Non è la prima volta che le aziende imbastiscono queste operazioni commerciali, anche con altri influencer, spacciandole come benefiche, però è la prima volta che l’Antitrust interviene contro questi accordi dove la trasparenza è la grande assente.
Parliamo di un impero, quello della Ferragni a cui si aggiunge quello ben più piccolo di Fedez, valutato intorno ai 100 milioni di euro. Una cifra che fa girare la testa e temo che ai due ragazzi l’abbia fatta girare, e non poco.
Una vita spesa a “far sapere” e “far vedere”, a usare persino i figli per alimentare la curiosità morbosa di persone che, identificandosi con quei due che in apparenza tutto possono e tutto possono ottenere, sono disposte a comprare qualunque cosa ostentata dalla coppia: è questo lo stile di vita cafone e… privo di stile che i due, in perfetta sinergia, hanno condotto per anni. Ovvio che loro sono solo fantoccini abilmente manovrati da volponi del mestiere che hanno saputo costruire una fortuna sulla premiata ditta Ferragnez. Due che ormai monetizzano tutto, anche la loro stessa vita per far vendere prodotti, stipulare accordi commerciali, ottenere sempre più visibilità in un circolo vizioso che, a un certo punto, li ha ubriacati e resi dipendenti. Un ingranaggio infernale da cui difficilmente sapranno uscire. Ormai vivono di visibilità. Se non si mostrano… smettono di esistere.
Si punta il dito tanto e solo sulla Ferragni, perché è più facile e comodo. Ma quasi nessuno punta il dito sulle aziende che, per vendere, hanno avuto e hanno bisogno di agganciare la loro immagine a questi influencer, meteore che per un tempo determinato illuminano il mondo fasullo dei social. Un tempo i testimonial “usati” dalle aziende erano personaggi del calibro di Ernesto Calindri (che beveva Cynar contro il logorio della via moderna), Amedeo Nazari, Ubaldo Lay (il famoso tenente Sheridan), Aldo Fabrizi. Allora c’era Carosello ed era chiaro a tutti che si trattava di una “recita” che aveva lo scopo di informare il consumatore divertendolo. Poi fu la volta di Mike Bongiorno, Pippo Baudo… personaggi ben attenti a un modello di vita che non rischiasse di trascinare nella polvere le aziende che si erano affidate a loro.
Adesso invece le aziende scelgono gli influencer o comunque personaggi dello spessore di una carta velina, senza pensare che, come sono saliti velocemente e per meriti il più delle volte effimeri sugli altari del popolo del web, sono altrettanto a rischio di precipitare.

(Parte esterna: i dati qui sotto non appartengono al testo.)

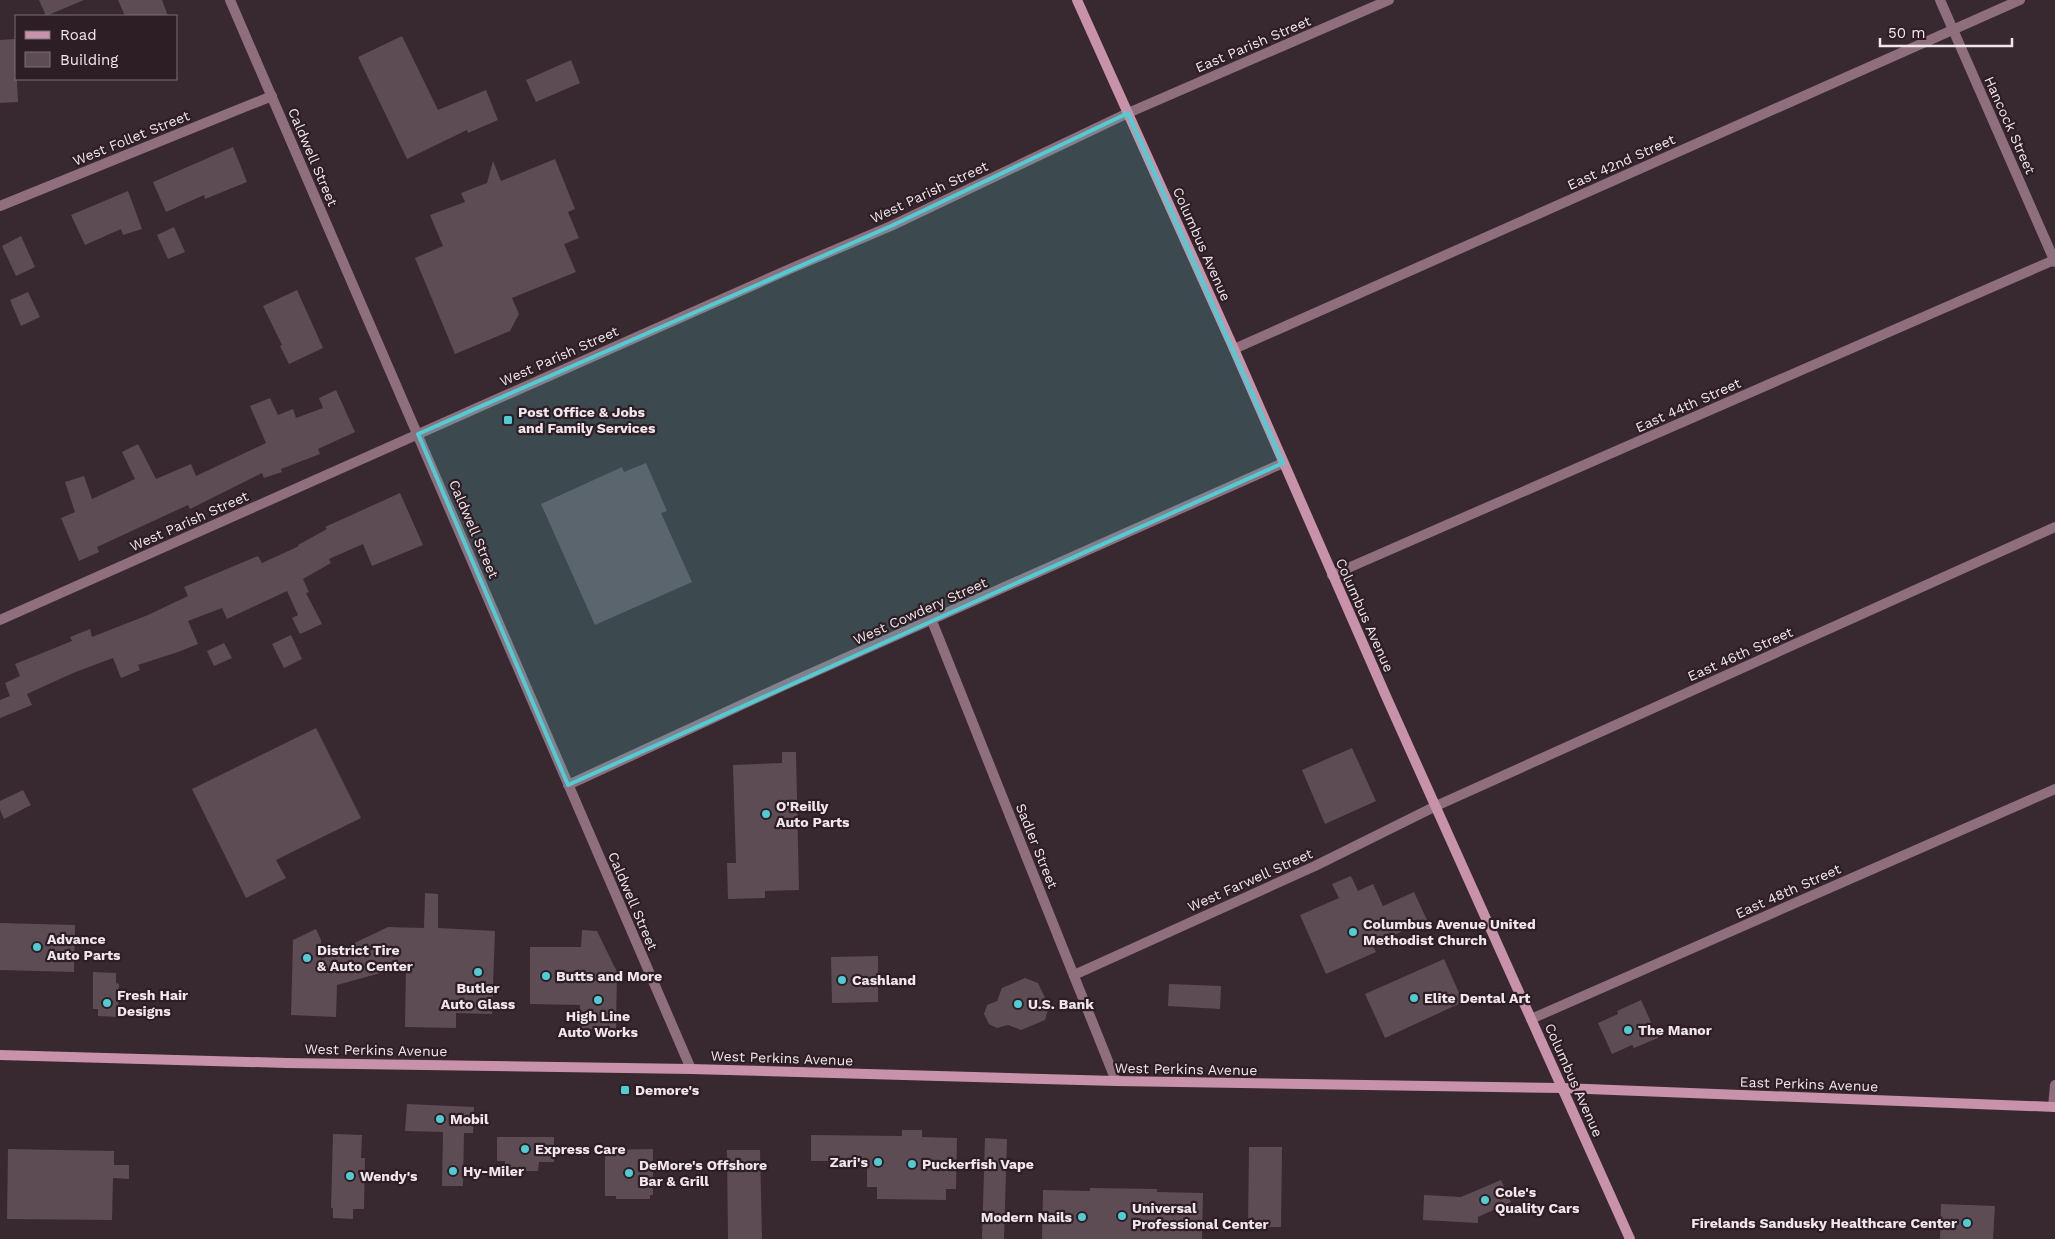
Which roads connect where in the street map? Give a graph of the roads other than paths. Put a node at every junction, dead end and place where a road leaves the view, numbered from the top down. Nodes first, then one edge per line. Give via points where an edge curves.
1 (230, 0) edge
2 (1077, 0) edge
3 (1389, 0) edge
4 (1940, 0) edge
5 (2020, 0) edge
6 (1953, 30) junction
7 (272, 96) junction
8 (1128, 113) junction
9 (0, 206) edge
10 (2055, 261) edge
11 (1234, 349) junction
12 (418, 434) junction
13 (1283, 463) junction
14 (2055, 527) edge
15 (1332, 575) junction
16 (0, 620) edge
17 (932, 621) junction
18 (568, 785) junction
19 (2055, 789) edge
20 (1436, 806) junction
21 (1074, 975) junction
22 (1531, 1019) junction
23 (0, 1055) edge
24 (690, 1069) junction
25 (1116, 1082) junction
26 (2055, 1085) edge
27 (1562, 1088) junction
28 (2054, 1106) edge
29 (1630, 1239) edge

Come consulente di marketing e comunicazione non ho mai consigliato né mai consiglierò a un’azienda mia cliente di sposare la propria immagine con uno di questi personaggi ma, piuttosto, di tenere il più alta possibile la qualità del proprio prodotto per conquistare e fidelizzare il consumatore, senza raccontargli frottole o cercare di abbagliarlo con luccichini che il primo colpo di vento spazza via e disperde.